Although cultural shifts are necessary among sponsors, patients, and regulators, some first initiatives have demonstrated that it is possible. Take, for example, Patient Preferences in Benefit Risk Assessments During the Drug Life Cycle (PREFER), a public-private collaborative research project under the Innovative Medicines Initiative (IMI), aimed to determine when and how patients' preferences regarding benefits and risks should be considered when making decisions about medicinal products.
We must recognize that each approach is unique and that we must share our knowledge and experience to make consistent progress in understanding the best ways that patients, regulators, and research sponsors can work together to improve medical development.
We need to work with all stakeholders to develop scientifically sound metrics that can reliably assess the preferences of patients, create frameworks to incorporate that information into product development, as well as examine how data from patient experiences can be used to inform structured benefit-risk assessments in regulatory decision-making.

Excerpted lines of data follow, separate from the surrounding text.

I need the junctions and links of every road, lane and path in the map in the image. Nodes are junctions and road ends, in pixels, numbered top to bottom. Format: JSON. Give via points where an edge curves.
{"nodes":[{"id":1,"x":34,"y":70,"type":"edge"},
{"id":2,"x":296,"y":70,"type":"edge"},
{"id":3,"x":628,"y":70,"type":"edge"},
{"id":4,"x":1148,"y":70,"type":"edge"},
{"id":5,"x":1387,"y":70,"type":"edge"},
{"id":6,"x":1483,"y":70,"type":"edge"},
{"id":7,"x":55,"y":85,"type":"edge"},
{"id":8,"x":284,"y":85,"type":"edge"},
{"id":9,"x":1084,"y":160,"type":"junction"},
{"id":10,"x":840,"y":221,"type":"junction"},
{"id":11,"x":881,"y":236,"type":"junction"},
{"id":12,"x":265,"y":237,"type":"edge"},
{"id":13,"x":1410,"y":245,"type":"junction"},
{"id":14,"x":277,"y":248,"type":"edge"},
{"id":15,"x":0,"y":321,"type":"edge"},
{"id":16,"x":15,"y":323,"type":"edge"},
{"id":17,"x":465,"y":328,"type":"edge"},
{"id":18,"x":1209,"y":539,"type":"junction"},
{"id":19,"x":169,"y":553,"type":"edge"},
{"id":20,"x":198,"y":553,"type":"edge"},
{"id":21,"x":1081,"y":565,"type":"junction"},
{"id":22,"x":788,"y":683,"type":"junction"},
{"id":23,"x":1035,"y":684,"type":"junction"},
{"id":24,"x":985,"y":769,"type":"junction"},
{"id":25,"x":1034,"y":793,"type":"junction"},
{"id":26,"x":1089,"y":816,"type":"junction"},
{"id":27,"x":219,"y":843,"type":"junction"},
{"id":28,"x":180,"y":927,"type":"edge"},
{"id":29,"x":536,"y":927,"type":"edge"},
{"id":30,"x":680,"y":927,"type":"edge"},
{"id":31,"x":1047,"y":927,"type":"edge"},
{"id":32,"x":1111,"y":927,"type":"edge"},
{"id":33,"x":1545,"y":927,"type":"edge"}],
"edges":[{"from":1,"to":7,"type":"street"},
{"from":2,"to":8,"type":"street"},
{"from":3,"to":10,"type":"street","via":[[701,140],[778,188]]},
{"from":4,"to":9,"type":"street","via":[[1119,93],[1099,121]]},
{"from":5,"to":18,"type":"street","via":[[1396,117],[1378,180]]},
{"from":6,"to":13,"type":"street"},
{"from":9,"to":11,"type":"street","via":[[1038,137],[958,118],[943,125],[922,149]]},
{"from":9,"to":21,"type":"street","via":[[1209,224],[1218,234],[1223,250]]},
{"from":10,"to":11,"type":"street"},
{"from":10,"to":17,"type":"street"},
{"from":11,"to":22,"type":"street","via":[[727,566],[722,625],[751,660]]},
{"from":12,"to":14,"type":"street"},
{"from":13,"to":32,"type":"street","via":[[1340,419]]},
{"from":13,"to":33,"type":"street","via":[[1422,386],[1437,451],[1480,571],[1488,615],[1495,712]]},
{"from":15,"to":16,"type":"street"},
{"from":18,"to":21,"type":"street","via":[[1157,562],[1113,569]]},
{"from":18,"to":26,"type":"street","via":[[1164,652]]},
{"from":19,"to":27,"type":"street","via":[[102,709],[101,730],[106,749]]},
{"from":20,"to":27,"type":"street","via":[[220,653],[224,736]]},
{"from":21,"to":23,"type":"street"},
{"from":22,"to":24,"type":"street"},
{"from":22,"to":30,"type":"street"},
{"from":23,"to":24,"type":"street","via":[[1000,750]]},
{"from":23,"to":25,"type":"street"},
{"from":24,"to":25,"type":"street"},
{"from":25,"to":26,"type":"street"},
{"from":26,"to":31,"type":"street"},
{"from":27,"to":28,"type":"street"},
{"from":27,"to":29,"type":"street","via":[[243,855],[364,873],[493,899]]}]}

Our industry is built on the support of patients and caregivers, as well as their voices. They are the driving force behind all life sciences organizations, whether it's developing new scientific mechanisms at a lab bench, making clinical studies less difficult, creating oncology therapies that make cancer manageable, or engineering technologies that can cure a life-threatening rare condition in a child. Our industry was built on patients, and they will always be the core of what we do. So, why are patients misinformed that the pharmaceutical companies truly understand their needs?
The Role Of Patient Advocacy Groups
A Medical Device Innovation Consortium survey found that patients trust and have better experiences with patient advocacy groups (PAGs). Patients can reach out to PAGs via phone, social media, or in person to get information about everything from treatment information to education. Patients feel supported emotionally and educationally through PAGs. They are more personal and have more frequent interactions than their pharma counterparts.
Our industry claims to be "patient-centric." We use the phrase "mission-driven" often to describe our passion and ourselves. To help show the unmet needs, we embrace and share patient stories. Yet, we must improve the way we serve the patients who are at the heart of our industry.
We are an industry that values connection and can't exist apart from each other. Effective patient engagement begins with building strong relationships with PAG leaders, bridging our differences to provide patients with the support they require and deserve.
It is imperative that companies increase awareness among all stakeholders about the importance of patients' views in benefit-risk assessments, to share existing approaches and identify challenges, as well as to recommend next steps to bridge those gaps.
Notes For Additional Reading
- Lamberti MJ, Mathias A, Myles JE, et al., “Evaluating the impact of patient recruitment and retention practices,” Therap Innov Regul Sci. 2012;46(5):573–80.
- Sung N, Crowley W, Genel M, et al. “Central challenges facing the national clinical research enterprise,” JAMA 2003;289:1278–87.
- Challenges in Patient Recruitment, Implementation, and Fidelity in a Mobile Telehealth Study, Justine Baron, Shashivadan Hirani, and Stanton Newman.
- A Report of the Science of Patient Input Program of the Medical Device Innovation Consortium (MDIC), Matthew McCarty and Michael Otlewski, 2019.
About The Author:
Jeff Parke is a clinical operations professional with more than 17 years of experience in roles in consulting, project management, study management, and site activation, spanning the therapeutic areas of oncology, neurology, and rare diseases. In addition to executing clinical development programs, he also has expertise with vendor selection and oversight, site selection, and patient recruitment.